* THE INPUT
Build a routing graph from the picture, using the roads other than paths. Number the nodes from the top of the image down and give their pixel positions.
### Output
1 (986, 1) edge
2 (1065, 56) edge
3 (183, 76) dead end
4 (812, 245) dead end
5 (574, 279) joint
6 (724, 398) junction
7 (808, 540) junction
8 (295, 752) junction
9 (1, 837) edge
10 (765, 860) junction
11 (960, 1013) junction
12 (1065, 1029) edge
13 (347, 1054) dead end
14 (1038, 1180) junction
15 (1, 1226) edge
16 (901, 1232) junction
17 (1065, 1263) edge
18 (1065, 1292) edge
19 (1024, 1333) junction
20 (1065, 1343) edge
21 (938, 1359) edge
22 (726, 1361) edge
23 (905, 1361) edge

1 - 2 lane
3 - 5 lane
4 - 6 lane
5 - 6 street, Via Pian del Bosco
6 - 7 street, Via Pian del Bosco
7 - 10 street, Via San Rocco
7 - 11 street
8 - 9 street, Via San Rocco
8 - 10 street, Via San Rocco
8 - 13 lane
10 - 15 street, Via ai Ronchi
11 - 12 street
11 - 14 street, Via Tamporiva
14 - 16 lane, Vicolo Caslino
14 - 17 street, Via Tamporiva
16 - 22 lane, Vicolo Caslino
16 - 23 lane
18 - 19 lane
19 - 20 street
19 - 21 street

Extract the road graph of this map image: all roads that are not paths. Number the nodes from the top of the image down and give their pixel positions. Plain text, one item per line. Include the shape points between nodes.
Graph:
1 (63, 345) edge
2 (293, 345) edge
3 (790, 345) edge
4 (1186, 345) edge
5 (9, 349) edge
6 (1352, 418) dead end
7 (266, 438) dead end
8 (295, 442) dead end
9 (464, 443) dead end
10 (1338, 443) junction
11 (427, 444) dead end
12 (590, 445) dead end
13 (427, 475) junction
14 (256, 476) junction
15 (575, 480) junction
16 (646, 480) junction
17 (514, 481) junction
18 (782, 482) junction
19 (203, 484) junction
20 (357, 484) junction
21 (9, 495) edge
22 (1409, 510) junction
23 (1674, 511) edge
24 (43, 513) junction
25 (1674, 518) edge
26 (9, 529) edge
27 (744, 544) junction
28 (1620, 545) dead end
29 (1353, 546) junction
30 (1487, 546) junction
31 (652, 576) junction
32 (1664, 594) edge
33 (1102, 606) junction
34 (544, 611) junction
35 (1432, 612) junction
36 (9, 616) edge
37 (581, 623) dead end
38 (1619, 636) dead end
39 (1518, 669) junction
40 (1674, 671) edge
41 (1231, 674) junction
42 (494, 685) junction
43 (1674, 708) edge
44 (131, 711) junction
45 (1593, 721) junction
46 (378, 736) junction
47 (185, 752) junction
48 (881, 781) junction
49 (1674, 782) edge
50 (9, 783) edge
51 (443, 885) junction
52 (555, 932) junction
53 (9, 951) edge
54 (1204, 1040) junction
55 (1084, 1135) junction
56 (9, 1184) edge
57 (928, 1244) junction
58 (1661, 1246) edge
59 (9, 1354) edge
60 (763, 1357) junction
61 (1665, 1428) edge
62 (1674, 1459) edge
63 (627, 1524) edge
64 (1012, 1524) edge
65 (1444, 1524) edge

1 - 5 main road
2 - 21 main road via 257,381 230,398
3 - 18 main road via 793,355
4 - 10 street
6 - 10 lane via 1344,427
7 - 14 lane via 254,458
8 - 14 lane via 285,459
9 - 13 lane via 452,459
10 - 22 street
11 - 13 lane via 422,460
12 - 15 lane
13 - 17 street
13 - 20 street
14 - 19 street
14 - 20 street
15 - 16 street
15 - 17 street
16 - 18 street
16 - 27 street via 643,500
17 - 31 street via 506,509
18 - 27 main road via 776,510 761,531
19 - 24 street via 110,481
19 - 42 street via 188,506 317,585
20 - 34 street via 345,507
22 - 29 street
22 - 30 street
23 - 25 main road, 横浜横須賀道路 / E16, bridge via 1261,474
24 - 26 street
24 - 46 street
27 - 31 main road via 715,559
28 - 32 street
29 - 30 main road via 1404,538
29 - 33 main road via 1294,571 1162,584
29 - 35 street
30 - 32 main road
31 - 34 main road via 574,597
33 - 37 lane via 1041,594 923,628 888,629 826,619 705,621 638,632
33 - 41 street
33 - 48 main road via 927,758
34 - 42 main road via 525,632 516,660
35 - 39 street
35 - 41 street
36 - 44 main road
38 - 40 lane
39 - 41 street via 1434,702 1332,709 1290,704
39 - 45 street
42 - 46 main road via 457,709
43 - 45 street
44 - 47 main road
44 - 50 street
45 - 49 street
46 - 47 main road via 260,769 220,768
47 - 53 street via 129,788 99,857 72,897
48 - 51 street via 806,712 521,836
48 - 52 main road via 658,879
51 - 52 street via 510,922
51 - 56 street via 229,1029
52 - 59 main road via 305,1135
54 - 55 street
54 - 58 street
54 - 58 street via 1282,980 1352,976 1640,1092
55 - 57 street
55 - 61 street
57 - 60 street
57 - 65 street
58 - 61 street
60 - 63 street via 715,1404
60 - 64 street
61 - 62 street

* WHAT YOU NEED TO DO
Report each line above that includes the string "from".

* SOLUTION BELOW
Build a routing graph from the picture, using the roads other than paths. Number the nodes from the top of the image down and give their pixel positions.
Extract the road graph of this map image: all roads that are not paths. Number the nodes from the top of the image down and give their pixel positions. Plain text, one item per line. Include the shape points between nodes.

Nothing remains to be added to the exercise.